- ACTIVITY
I'd like the data beneath this line reproduced exactly, without any of its images.

- AVAILABLE DATA
══════

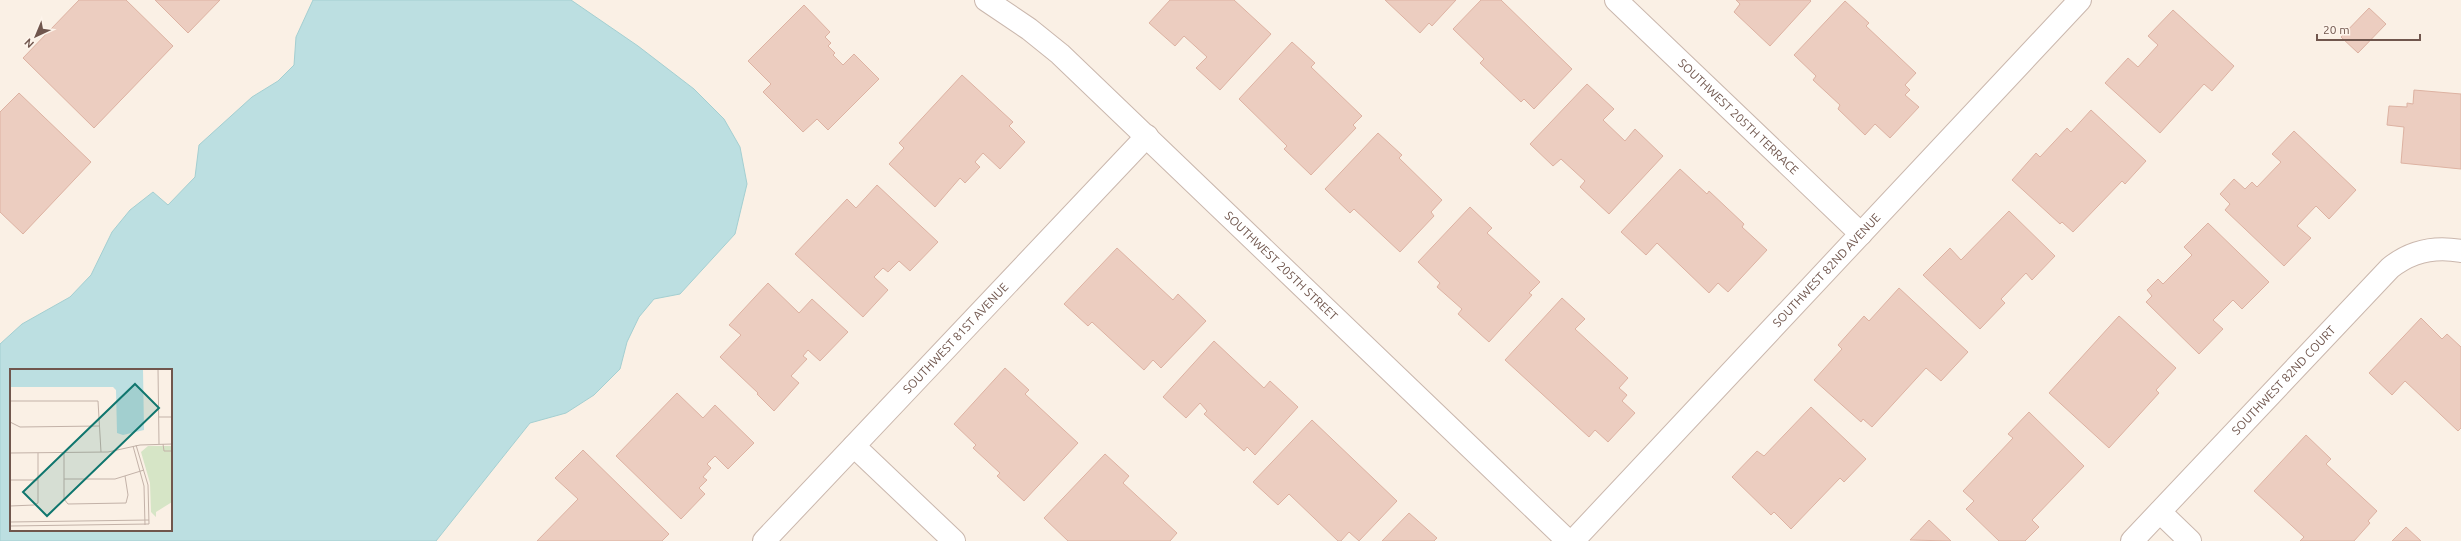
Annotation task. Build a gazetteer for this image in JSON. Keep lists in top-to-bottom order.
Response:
{
  "streets": {
    "street": [
      "SOUTHWEST 205TH TERRACE",
      "SOUTHWEST 205TH STREET",
      "SOUTHWEST 82ND AVENUE",
      "SOUTHWEST 81ST AVENUE",
      "SOUTHWEST 82ND COURT"
    ]
  },
  "crossings": [
    ["SOUTHWEST 205TH TERRACE", "SOUTHWEST 82ND AVENUE"],
    ["SOUTHWEST 205TH STREET", "SOUTHWEST 81ST AVENUE"]
  ],
  "scale_bar": "20 m",
  "north": "bottom left"
}
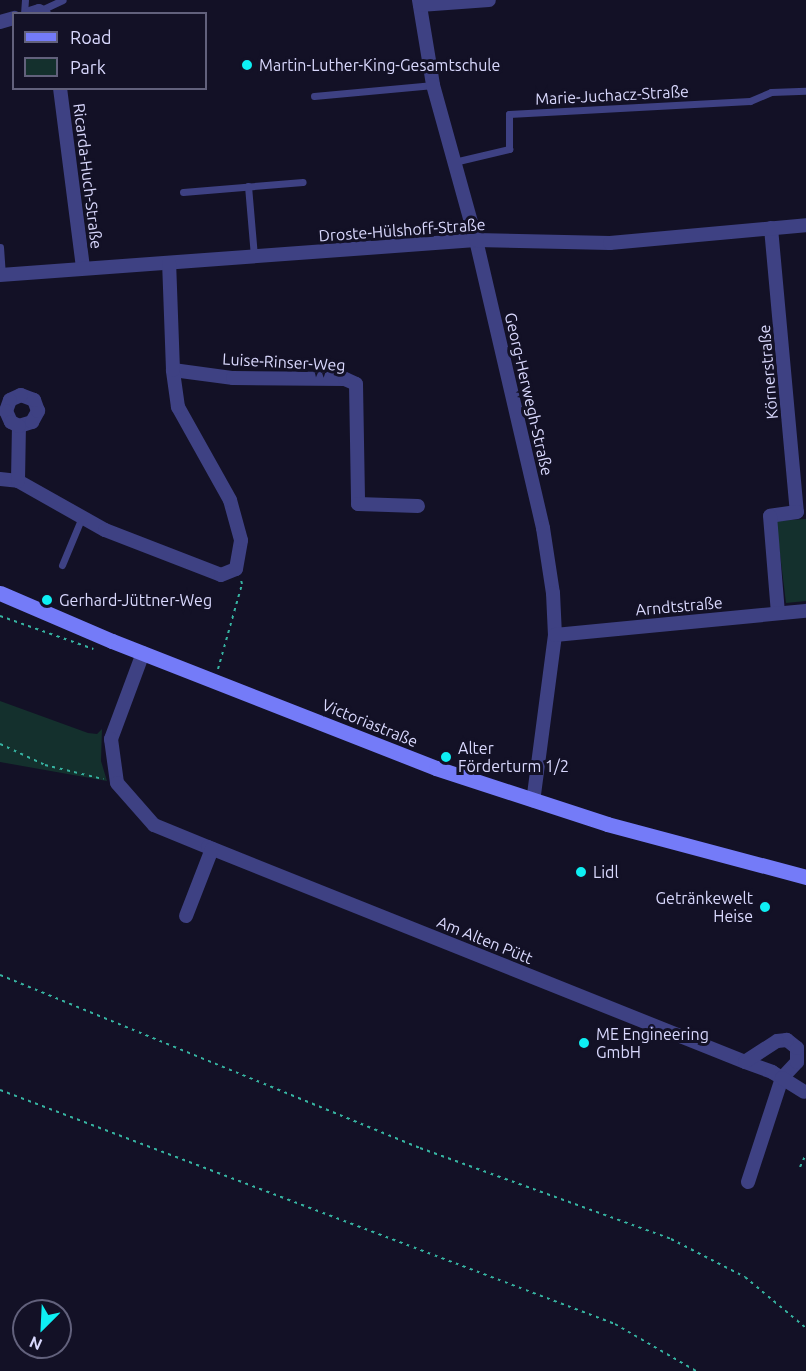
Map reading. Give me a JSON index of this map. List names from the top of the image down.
{
  "streets": {
    "main road": ["Victoriastraße"],
    "street": [
      "Ricarda-Huch-Straße",
      "Droste-Hülshoff-Straße",
      "Luise-Rinser-Weg",
      "Körnerstraße",
      "Georg-Herwegh-Straße",
      "Arndtstraße",
      "Am Alten Pütt"
    ],
    "lane": ["Marie-Juchacz-Straße"]
  },
  "crossings": [
    ["Marie-Juchacz-Straße", "Georg-Herwegh-Straße"],
    ["Ricarda-Huch-Straße", "Droste-Hülshoff-Straße"],
    ["Droste-Hülshoff-Straße", "Körnerstraße"],
    ["Droste-Hülshoff-Straße", "Georg-Herwegh-Straße"],
    ["Körnerstraße", "Arndtstraße"],
    ["Georg-Herwegh-Straße", "Arndtstraße"],
    ["Georg-Herwegh-Straße", "Victoriastraße"]
  ],
  "places": [
    "Martin-Luther-King-Gesamtschule",
    "Gerhard-Jüttner-Weg",
    "Alter Förderturm 1/2",
    "Lidl",
    "Getränkewelt Heise",
    "ME Engineering GmbH"
  ],
  "legend": ["Road", "Park"],
  "north": "bottom left"
}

══════

- TASK OUTPUT
Annotation task. Build a gazetteer for this image in JSON. Keep lists in top-to-bottom order.
Response:
{
  "streets": {
    "street": [
      "SOUTHWEST 205TH TERRACE",
      "SOUTHWEST 205TH STREET",
      "SOUTHWEST 82ND AVENUE",
      "SOUTHWEST 81ST AVENUE",
      "SOUTHWEST 82ND COURT"
    ]
  },
  "crossings": [
    ["SOUTHWEST 205TH TERRACE", "SOUTHWEST 82ND AVENUE"],
    ["SOUTHWEST 205TH STREET", "SOUTHWEST 81ST AVENUE"]
  ],
  "scale_bar": "20 m",
  "north": "bottom left"
}
Map reading. Give me a JSON index of this map. List names from the top of the image down.
{
  "streets": {
    "main road": ["Victoriastraße"],
    "street": [
      "Ricarda-Huch-Straße",
      "Droste-Hülshoff-Straße",
      "Luise-Rinser-Weg",
      "Körnerstraße",
      "Georg-Herwegh-Straße",
      "Arndtstraße",
      "Am Alten Pütt"
    ],
    "lane": ["Marie-Juchacz-Straße"]
  },
  "crossings": [
    ["Marie-Juchacz-Straße", "Georg-Herwegh-Straße"],
    ["Ricarda-Huch-Straße", "Droste-Hülshoff-Straße"],
    ["Droste-Hülshoff-Straße", "Körnerstraße"],
    ["Droste-Hülshoff-Straße", "Georg-Herwegh-Straße"],
    ["Körnerstraße", "Arndtstraße"],
    ["Georg-Herwegh-Straße", "Arndtstraße"],
    ["Georg-Herwegh-Straße", "Victoriastraße"]
  ],
  "places": [
    "Martin-Luther-King-Gesamtschule",
    "Gerhard-Jüttner-Weg",
    "Alter Förderturm 1/2",
    "Lidl",
    "Getränkewelt Heise",
    "ME Engineering GmbH"
  ],
  "legend": ["Road", "Park"],
  "north": "bottom left"
}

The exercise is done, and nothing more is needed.